Third, the assistant implicitly assumes that the ProverId construction in Go matches what the Rust seal_commit_phase2 function expects. The toProverID function extracts the payload from the miner's ID address, producing a 32-byte array. The Rust API expects [u8; 32] for the prover_id parameter. The assistant does not verify that the byte ordering or encoding matches — it assumes the FFI boundary handles this correctly.

No obvious mistakes are present in this message. The serialization chain understanding is correct based on the source code examined, and the ProverId function location is accurate. The message is a model of efficient synthesis: it confirms what is known, identifies the next unknown, and dispatches the investigation with a single grep command.

Input and Output Knowledge

To fully understand this message, a reader needs knowledge of: the cuzk project architecture and its Phase 0 goals; the Filecoin PoRep protocol's two-phase sealing process (C1 and C2); the role of SealCommitPhase1Output as the data bridge between phases; Rust serialization frameworks (serde, bincode); base64 encoding conventions; the Go FFI layer connecting Curio to the Rust proving stack; and the concept of ProverId as a miner-specific identifier derived from the Filecoin address scheme.

The message creates new knowledge by: confirming the exact serialization chain from Go to Rust; documenting that the Rust C2 expects JSON-deserialized (not bincode-deserialized) SealCommitPhase1Output; locating the toProverID function in the Go codebase; and establishing that all pieces are in place to wire up the real seal_commit_phase2 call.

Significance in the Broader Project

This message represents the transition from investigation to implementation in the cuzk Phase 0 build. Before this message, the prover module contained stubs that parsed and validated the C1 JSON input but did not call the real proving function. After this message, the assistant has the complete understanding needed to replace those stubs with actual filecoin-proofs-api calls.

The serialization chain understanding is particularly critical because incorrect deserialization would produce silent failures — the proof would compute on garbage data and produce an invalid result, wasting the ~200 GiB of memory and minutes of compute time that a single C2 proof requires. By confirming the format at both ends of the pipe, the assistant ensures that the data integrity is maintained across the Go-to-Rust boundary.
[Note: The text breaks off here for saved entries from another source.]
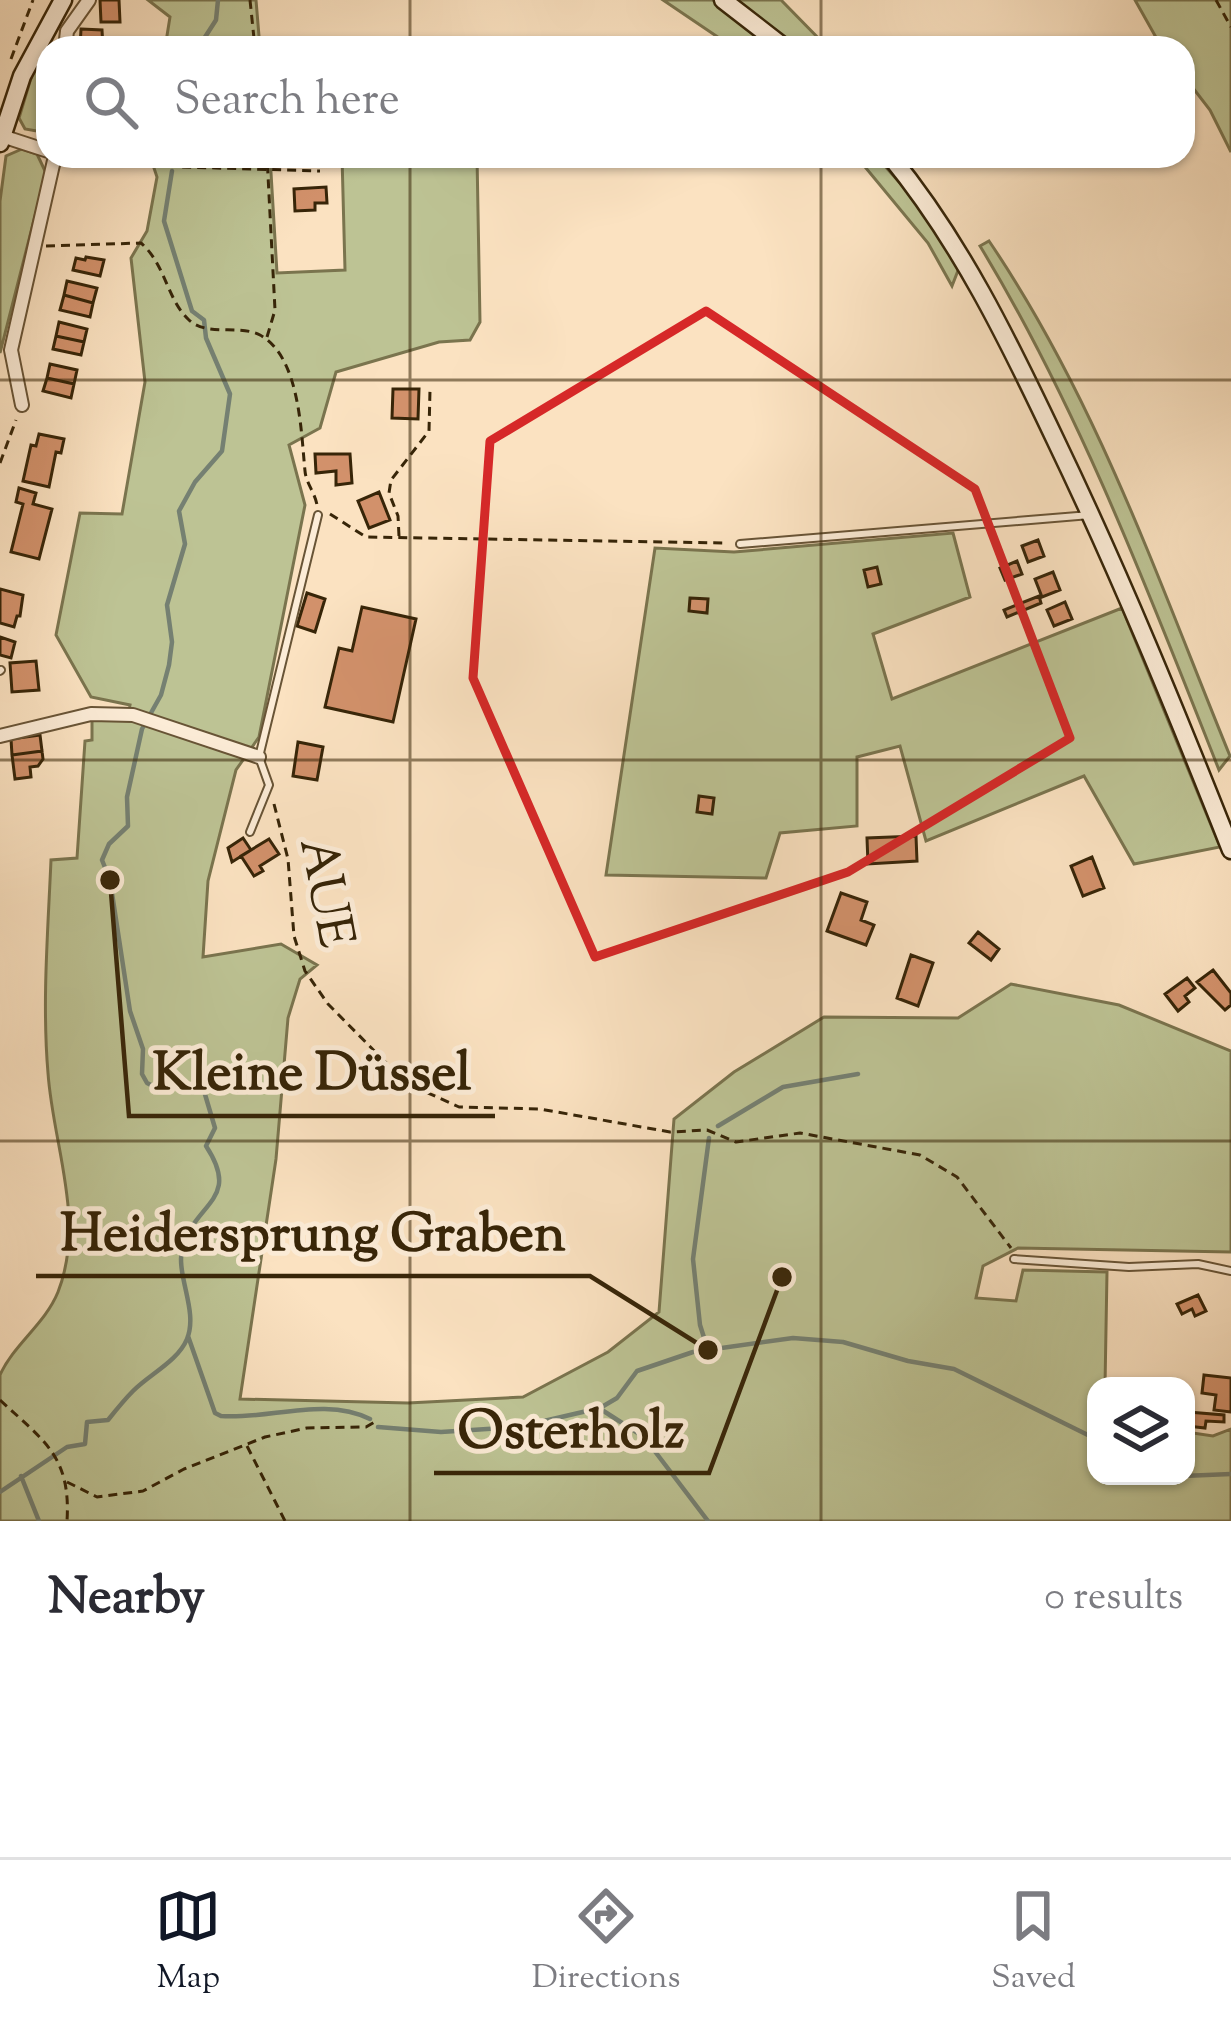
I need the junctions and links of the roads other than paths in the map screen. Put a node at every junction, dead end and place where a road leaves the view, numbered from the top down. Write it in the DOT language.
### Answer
graph roads {
  1 [pos="63,0"];
  2 [pos="89,0"];
  3 [pos="723,0"];
  4 [pos="44,36"];
  5 [pos="66,36"];
  6 [pos="770,36"];
  7 [pos="36,50"];
  8 [pos="1,140"];
  9 [pos="36,149"];
  10 [pos="48,168"];
  11 [pos="899,168"];
  12 [pos="22,405"];
  13 [pos="318,515"];
  14 [pos="1091,515"];
  15 [pos="740,544"];
  16 [pos="0,736"];
  17 [pos="259,758"];
  18 [pos="250,832"];
  19 [pos="1231,850"];
  20 [pos="1014,1259"];
  21 [pos="1231,1271"];
  1 -- 4 [label="main road"];
  2 -- 5 [label="street"];
  3 -- 6 [label="main road"];
  7 -- 8 [label="main road"];
  8 -- 9 [label="street"];
  10 -- 12 [label="street"];
  11 -- 14 [label="main road"];
  13 -- 17 [label="lane"];
  14 -- 15 [label="lane"];
  14 -- 19 [label="main road"];
  16 -- 17 [label="street"];
  17 -- 18 [label="lane, AUE"];
  20 -- 21 [label="lane"];
}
The ProverId investigation is equally important. Without the correct ProverId, the proof would be bound to the wrong miner, making it invalid for submission to the Filecoin network. The assistant's proactive check ensures that this parameter is correctly derived before the first real proof is attempted.

In the broader arc of the cuzk project — which aims to build a persistent, memory-efficient proving daemon that can reduce peak memory from ~200 GiB to ~50 GiB through sequential partition synthesis and other optimizations — this message is a small but essential gear in a large machine. It represents the moment when theoretical understanding of the API surface meets practical implementation, when the architecture document's abstractions are grounded in the concrete serialization formats of the production code. Without this synthesis, the Phase 0 implementation would remain a collection of stubs; with it, the path to a working end-to-end proof pipeline is clear.